Ses manipulations sournoises poussent Carl Neely, à son réveil, à douter sans raison de la fidélité de sa femme et à s'irriter pour un rien. L'esprit errant est ravi que ses sournoises manipulations fonctionnent bien, trop bien.


Charlie manipule sournoisement Carl Neely, créant des disputes fréquentes au sein du couple et la petite Catherine, une fille de dix ans, s'enfuit très souvent dans sa chambre pour ne pas assister à ces scènes de ménage, effrayée et inquiète. Le psychiatre rit de son succès foudroyant.

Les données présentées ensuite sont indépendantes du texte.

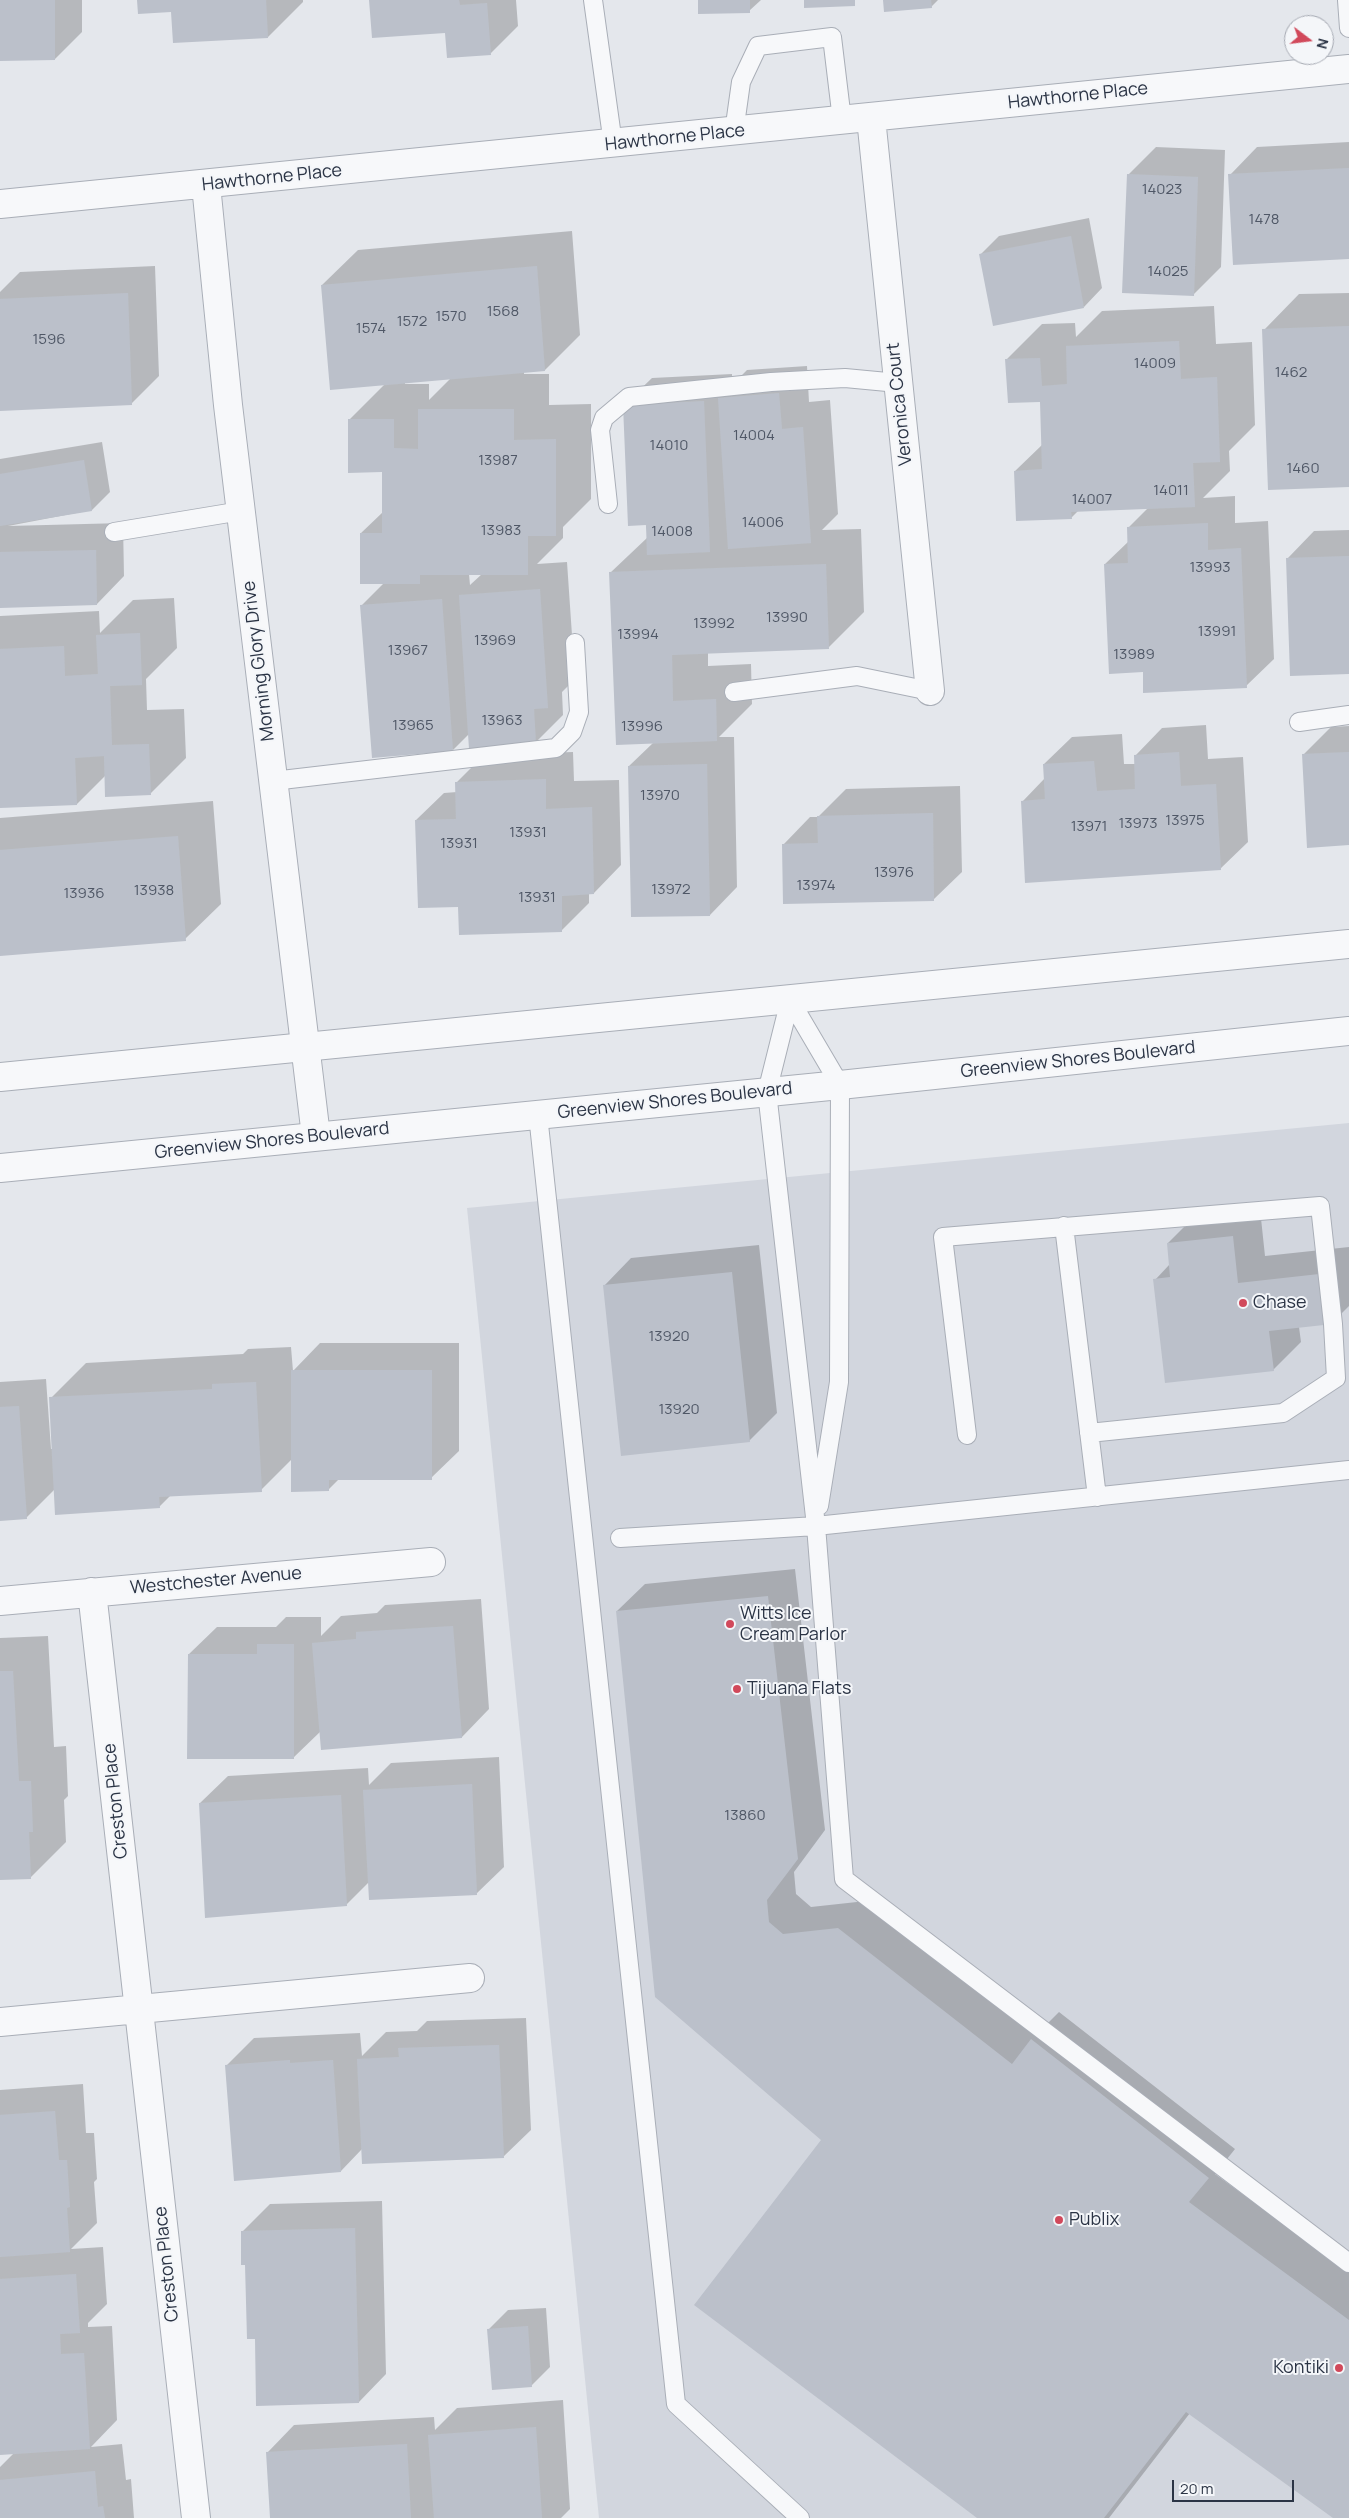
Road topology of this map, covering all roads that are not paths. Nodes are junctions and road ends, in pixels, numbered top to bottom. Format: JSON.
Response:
{"nodes":[{"id":1,"x":592,"y":0,"type":"edge"},
{"id":2,"x":1347,"y":0,"type":"edge"},
{"id":3,"x":1349,"y":28,"type":"edge"},
{"id":4,"x":1349,"y":69,"type":"edge"},
{"id":5,"x":872,"y":118,"type":"junction"},
{"id":6,"x":842,"y":120,"type":"junction"},
{"id":7,"x":734,"y":132,"type":"junction"},
{"id":8,"x":613,"y":144,"type":"junction"},
{"id":9,"x":206,"y":185,"type":"junction"},
{"id":10,"x":0,"y":204,"type":"edge"},
{"id":11,"x":898,"y":383,"type":"junction"},
{"id":12,"x":608,"y":504,"type":"dead end"},
{"id":13,"x":241,"y":511,"type":"junction"},
{"id":14,"x":114,"y":532,"type":"dead end"},
{"id":15,"x":575,"y":643,"type":"dead end"},
{"id":16,"x":930,"y":691,"type":"joint"},
{"id":17,"x":734,"y":692,"type":"dead end"},
{"id":18,"x":1349,"y":715,"type":"edge"},
{"id":19,"x":1299,"y":722,"type":"dead end"},
{"id":20,"x":273,"y":781,"type":"junction"},
{"id":21,"x":1349,"y":944,"type":"edge"},
{"id":22,"x":790,"y":1000,"type":"junction"},
{"id":23,"x":1349,"y":1031,"type":"edge"},
{"id":24,"x":306,"y":1048,"type":"junction"},
{"id":25,"x":0,"y":1077,"type":"edge"},
{"id":26,"x":840,"y":1085,"type":"junction"},
{"id":27,"x":767,"y":1092,"type":"junction"},
{"id":28,"x":538,"y":1115,"type":"junction"},
{"id":29,"x":316,"y":1136,"type":"junction"},
{"id":30,"x":0,"y":1168,"type":"edge"},
{"id":31,"x":1064,"y":1226,"type":"junction"},
{"id":32,"x":1089,"y":1433,"type":"junction"},
{"id":33,"x":967,"y":1435,"type":"dead end"},
{"id":34,"x":1349,"y":1470,"type":"edge"},
{"id":35,"x":1097,"y":1497,"type":"junction"},
{"id":36,"x":816,"y":1526,"type":"junction"},
{"id":37,"x":620,"y":1538,"type":"dead end"},
{"id":38,"x":431,"y":1562,"type":"dead end"},
{"id":39,"x":92,"y":1592,"type":"junction"},
{"id":40,"x":0,"y":1601,"type":"edge"},
{"id":41,"x":470,"y":1978,"type":"dead end"},
{"id":42,"x":139,"y":2010,"type":"junction"},
{"id":43,"x":0,"y":2022,"type":"edge"},
{"id":44,"x":1349,"y":2263,"type":"edge"},
{"id":45,"x":196,"y":2518,"type":"edge"},
{"id":46,"x":800,"y":2518,"type":"edge"}],
"edges":[{"from":1,"to":8,"type":"lane"},
{"from":2,"to":3,"type":"lane"},
{"from":4,"to":5,"type":"street","name":"Hawthorne Place"},
{"from":5,"to":6,"type":"street","name":"Hawthorne Place"},
{"from":5,"to":11,"type":"street","name":"Veronica Court"},
{"from":6,"to":7,"type":"street","name":"Hawthorne Place"},
{"from":6,"to":7,"type":"lane"},
{"from":7,"to":8,"type":"street","name":"Hawthorne Place"},
{"from":8,"to":9,"type":"street","name":"Hawthorne Place"},
{"from":9,"to":10,"type":"street","name":"Hawthorne Place"},
{"from":9,"to":13,"type":"street","name":"Morning Glory Drive"},
{"from":11,"to":12,"type":"lane"},
{"from":11,"to":16,"type":"street","name":"Veronica Court"},
{"from":13,"to":14,"type":"lane"},
{"from":13,"to":20,"type":"street","name":"Morning Glory Drive"},
{"from":15,"to":20,"type":"lane"},
{"from":16,"to":17,"type":"lane"},
{"from":18,"to":19,"type":"lane"},
{"from":20,"to":24,"type":"street","name":"Morning Glory Drive"},
{"from":21,"to":22,"type":"street"},
{"from":22,"to":24,"type":"street"},
{"from":22,"to":26,"type":"lane"},
{"from":22,"to":27,"type":"lane"},
{"from":23,"to":26,"type":"street","name":"Greenview Shores Boulevard"},
{"from":24,"to":25,"type":"street"},
{"from":24,"to":29,"type":"street","name":"Morning Glory Drive"},
{"from":26,"to":27,"type":"street","name":"Greenview Shores Boulevard"},
{"from":26,"to":36,"type":"lane"},
{"from":27,"to":28,"type":"street","name":"Greenview Shores Boulevard"},
{"from":27,"to":36,"type":"lane"},
{"from":28,"to":29,"type":"street","name":"Greenview Shores Boulevard"},
{"from":28,"to":46,"type":"lane"},
{"from":29,"to":30,"type":"street","name":"Greenview Shores Boulevard"},
{"from":31,"to":32,"type":"lane"},
{"from":31,"to":32,"type":"lane"},
{"from":31,"to":33,"type":"lane"},
{"from":32,"to":35,"type":"lane"},
{"from":34,"to":35,"type":"lane"},
{"from":35,"to":36,"type":"lane"},
{"from":36,"to":37,"type":"lane"},
{"from":36,"to":44,"type":"lane"},
{"from":38,"to":39,"type":"street","name":"Westchester Avenue"},
{"from":39,"to":40,"type":"street","name":"Westchester Avenue"},
{"from":39,"to":42,"type":"street","name":"Creston Place"},
{"from":41,"to":42,"type":"street"},
{"from":42,"to":43,"type":"street"},
{"from":42,"to":45,"type":"street","name":"Creston Place"}]}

Simultanément au bureau du recteur, Josué Berthelot se prélasse sur son fauteuil, fixant son verre d'alcool sagement posé sur le bureau, réfléchissant au meilleur moyen d'éliminer Élie James et d'accéder au Livre des Changements. Il attend, très impatient, un appel téléphonique de Roger. Soudain, un murmure familier lui parvient :

— N'oubliez pas que vous avez encore peu de temps pour agir...

Le vieil homme sursaute, malgré qu'il reconnut les Ombres.

— Je le sais bien que le temps m'est compté... affirme-t-il d'une voix à peine audible, baissant les yeux. Mais j'ai mon plan d'attaque ! Éliminer le potentiel prochain gardien du Livre, un certain Jim Clancy, et présenter un ultimatum à Élie James !

— Très bien ! Mais ne faillez pas à votre mission ! Sinon, nous nous vengerons !

Le recteur déglutit sa salive et sue à grosse goutte, angoissé à l'idée d'un possible échec et de la froide vengeance des Ombres.

— Je ne commettrai aucun faux-pas, couine-t-il, se sentant écrasé par la présence guère rassurante autour de lui de ses démons et sombres entités, rendant l'air oppressant.

Soudain, la sonnerie du téléphone retentit dans tout le bureau. Le recteur soulève immédiatement le combiné lorsqu'il constate que le numéro est celui tant attendu.

— Oui, Roger. Quoi de neuf ? Tout fonctionne comme prévu ?

— Josué, tout est sous contrôle. Robert Langowski ne croupit plus en prison et je lui ai donné une nouvelle identité. Je l'ai informé de sa mission et je te tiens au courant de la réussite de ton plan !

Un large sourire fend le visage ridé du recteur, ravi que son plan fonctionne comme prévu.

— Roger, je le saurais d'une manière ou d'une autre... S'il rate le tir, tu sais que faire ? l'interroge-t-il sur un ton menaçant. N'est-ce pas, mon cher ?

— Oui, répond l'interpellé, étonné du changement de tonalité de son ami. Oui, je sais ce qu'il faut faire...

— Le même procédé qu'avec l'imbécile qui a raté le feu criminel.

— C'est noté ! ... À la prochaine !

— Au revoir, mon cher Roger !

Et chacun raccroche leur téléphone. Josué vide son énième verre d'alcool et hurle aux Ombres :

— Mes chers amis, je suis certain que Robert Langowski ne ratera pas son coup... Il est un tireur d'élite professionnel, à l'instar de son père... Il n'a jamais échoué dans ses missions, il ne saurait échouer cette fois-ci...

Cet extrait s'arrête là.